As a rule of thumb, a single linalg.generic models a perfectly nested computation.
While you may technically be able to express this as a single perfectly nested loop nest with proper conditionals, in practice we have found this approach to be counter-productive.

In this case, I see 2 possibilities forward:

  • write this as (affine) loops and implement the proper analyses and transformations to get the output you want
  • introduce a scan / segmented scan op on tensor/buffer and plug it into the system. Note that we have such an op at the vector level: VectorOps.td - llvm/llvm-project - Sourcegraph.

If you go with the second option, you can then rewrite this using the tensor comprehensions notation (assuming inplace buffers):

out(i) = 0;         // fill
out(i) += inp(i, j) // reduce
scan_op(out)        // scan 

The reasons you may want such a scan op at the tensor/buffer level are:

  • it can lower unsurprisingly to the vector abstraction for which we have (or at least expect to have, I haven’t dug yet) unsurprisingly good retargetable lowerings.
  • its semantic carry the information that the iteration domain can be logarithmic, which is not trivial to recover from the loop domain.

More generally, I think there is design space for another type of “generic” op with a region and logarithmic iteration spaces but my intuition is it does not compose with reductions (or at least as we currently represent them, I have not dug into this topic deeply enough).

Note that a pragmatic choice here—rather than designing the next level of generalization along this axis—is to just use ops with the proper interfaces that connect to the vector level, see e.g. IREE’s LinalgExtOps.td - iree-org/iree - Sourcegraph.

Deriving implementations that are more or less fused/parallel/vectorized can then be done with transformations.

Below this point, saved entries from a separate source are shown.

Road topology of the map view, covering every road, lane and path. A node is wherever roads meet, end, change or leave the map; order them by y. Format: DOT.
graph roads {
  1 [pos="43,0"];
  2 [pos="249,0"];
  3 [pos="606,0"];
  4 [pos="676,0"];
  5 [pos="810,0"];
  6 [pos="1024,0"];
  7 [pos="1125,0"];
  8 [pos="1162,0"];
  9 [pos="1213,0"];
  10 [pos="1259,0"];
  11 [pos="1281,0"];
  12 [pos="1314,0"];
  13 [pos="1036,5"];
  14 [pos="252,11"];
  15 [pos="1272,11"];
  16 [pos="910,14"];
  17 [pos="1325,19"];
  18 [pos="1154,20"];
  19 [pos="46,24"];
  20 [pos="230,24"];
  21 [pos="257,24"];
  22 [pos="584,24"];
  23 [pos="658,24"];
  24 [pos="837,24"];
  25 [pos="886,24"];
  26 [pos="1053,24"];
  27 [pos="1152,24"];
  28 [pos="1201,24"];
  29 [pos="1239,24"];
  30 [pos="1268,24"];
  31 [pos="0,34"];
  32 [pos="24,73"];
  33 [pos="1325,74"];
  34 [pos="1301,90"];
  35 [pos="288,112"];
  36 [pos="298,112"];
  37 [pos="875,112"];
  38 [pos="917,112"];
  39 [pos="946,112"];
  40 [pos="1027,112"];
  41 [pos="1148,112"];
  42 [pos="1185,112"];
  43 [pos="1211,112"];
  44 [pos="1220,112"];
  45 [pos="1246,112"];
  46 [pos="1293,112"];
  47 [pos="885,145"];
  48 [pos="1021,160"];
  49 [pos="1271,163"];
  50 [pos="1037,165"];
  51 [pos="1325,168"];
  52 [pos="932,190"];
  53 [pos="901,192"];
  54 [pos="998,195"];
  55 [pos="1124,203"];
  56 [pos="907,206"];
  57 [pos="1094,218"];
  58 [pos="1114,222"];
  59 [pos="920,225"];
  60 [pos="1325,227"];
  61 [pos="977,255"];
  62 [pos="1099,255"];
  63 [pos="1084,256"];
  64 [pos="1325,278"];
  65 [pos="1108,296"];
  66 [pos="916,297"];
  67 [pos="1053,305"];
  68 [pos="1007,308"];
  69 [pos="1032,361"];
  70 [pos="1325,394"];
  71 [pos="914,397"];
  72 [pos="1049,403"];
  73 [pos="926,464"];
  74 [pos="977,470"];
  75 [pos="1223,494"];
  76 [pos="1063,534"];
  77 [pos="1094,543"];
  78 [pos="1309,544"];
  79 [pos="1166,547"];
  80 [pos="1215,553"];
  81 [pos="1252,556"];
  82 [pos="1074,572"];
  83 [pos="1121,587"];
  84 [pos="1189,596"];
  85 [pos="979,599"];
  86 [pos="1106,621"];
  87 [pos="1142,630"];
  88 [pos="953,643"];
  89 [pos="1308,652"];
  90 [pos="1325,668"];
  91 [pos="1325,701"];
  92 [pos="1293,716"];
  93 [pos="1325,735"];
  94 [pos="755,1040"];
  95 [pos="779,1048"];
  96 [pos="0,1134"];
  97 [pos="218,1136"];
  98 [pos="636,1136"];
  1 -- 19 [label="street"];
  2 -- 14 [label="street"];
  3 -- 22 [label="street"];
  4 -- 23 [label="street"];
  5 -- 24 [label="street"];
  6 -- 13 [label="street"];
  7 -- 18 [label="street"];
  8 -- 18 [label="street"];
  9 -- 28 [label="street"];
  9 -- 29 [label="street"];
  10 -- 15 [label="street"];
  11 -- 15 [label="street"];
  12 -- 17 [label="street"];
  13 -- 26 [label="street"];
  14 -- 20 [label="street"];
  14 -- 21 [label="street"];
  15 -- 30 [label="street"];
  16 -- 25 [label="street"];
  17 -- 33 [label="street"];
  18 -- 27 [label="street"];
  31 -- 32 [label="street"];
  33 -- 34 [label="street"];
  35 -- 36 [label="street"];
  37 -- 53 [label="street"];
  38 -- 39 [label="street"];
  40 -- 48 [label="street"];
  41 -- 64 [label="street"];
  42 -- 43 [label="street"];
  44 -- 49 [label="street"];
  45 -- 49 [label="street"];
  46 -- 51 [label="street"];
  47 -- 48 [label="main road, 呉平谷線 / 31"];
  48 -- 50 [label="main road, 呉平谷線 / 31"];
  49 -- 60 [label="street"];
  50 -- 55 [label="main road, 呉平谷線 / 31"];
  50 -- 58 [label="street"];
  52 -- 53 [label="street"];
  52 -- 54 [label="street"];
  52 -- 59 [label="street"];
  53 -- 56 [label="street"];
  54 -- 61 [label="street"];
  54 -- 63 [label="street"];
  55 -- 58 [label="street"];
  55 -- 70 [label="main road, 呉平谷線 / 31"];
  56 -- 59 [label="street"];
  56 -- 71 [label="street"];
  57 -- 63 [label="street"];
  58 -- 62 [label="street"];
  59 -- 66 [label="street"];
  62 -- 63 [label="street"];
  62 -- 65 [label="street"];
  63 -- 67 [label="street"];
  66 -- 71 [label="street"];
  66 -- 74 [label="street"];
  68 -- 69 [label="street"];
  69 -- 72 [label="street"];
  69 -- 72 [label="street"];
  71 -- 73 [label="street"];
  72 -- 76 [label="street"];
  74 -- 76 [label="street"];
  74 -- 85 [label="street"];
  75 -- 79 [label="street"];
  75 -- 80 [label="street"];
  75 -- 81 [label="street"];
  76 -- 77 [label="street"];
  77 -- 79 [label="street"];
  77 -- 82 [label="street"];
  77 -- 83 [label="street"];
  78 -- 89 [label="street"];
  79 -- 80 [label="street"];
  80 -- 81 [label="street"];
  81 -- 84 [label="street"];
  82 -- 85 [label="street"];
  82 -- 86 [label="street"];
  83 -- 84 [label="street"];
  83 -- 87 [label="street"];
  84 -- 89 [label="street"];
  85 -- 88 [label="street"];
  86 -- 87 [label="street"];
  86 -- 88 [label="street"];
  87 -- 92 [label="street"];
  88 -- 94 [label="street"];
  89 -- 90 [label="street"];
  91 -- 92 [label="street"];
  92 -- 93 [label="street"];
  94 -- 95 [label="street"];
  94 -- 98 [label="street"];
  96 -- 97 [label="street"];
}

The above is for the “representing” scan part as a single linalg.generic vs multiple ops. The TL;DR is “use multiple ops”.

Separately, there is the question of having an aggregate op, e.g. in your case a single xxx.mbbs op in some dialect. This is very similar to @harsh-nod 's great work on Winograd convolutions (in his presentation he also goes through the tradeoffs of implementing this as a single linalg.generic).
In both cases, the outcome seem to be that we need a first class “sequence” or “dag” construct that we can use to build new ops and have transformations like tiling, fusion etc carry to that.
My intuition is there isn’t something generic to represent all cases, but making the process simpler and more automated will be very useful.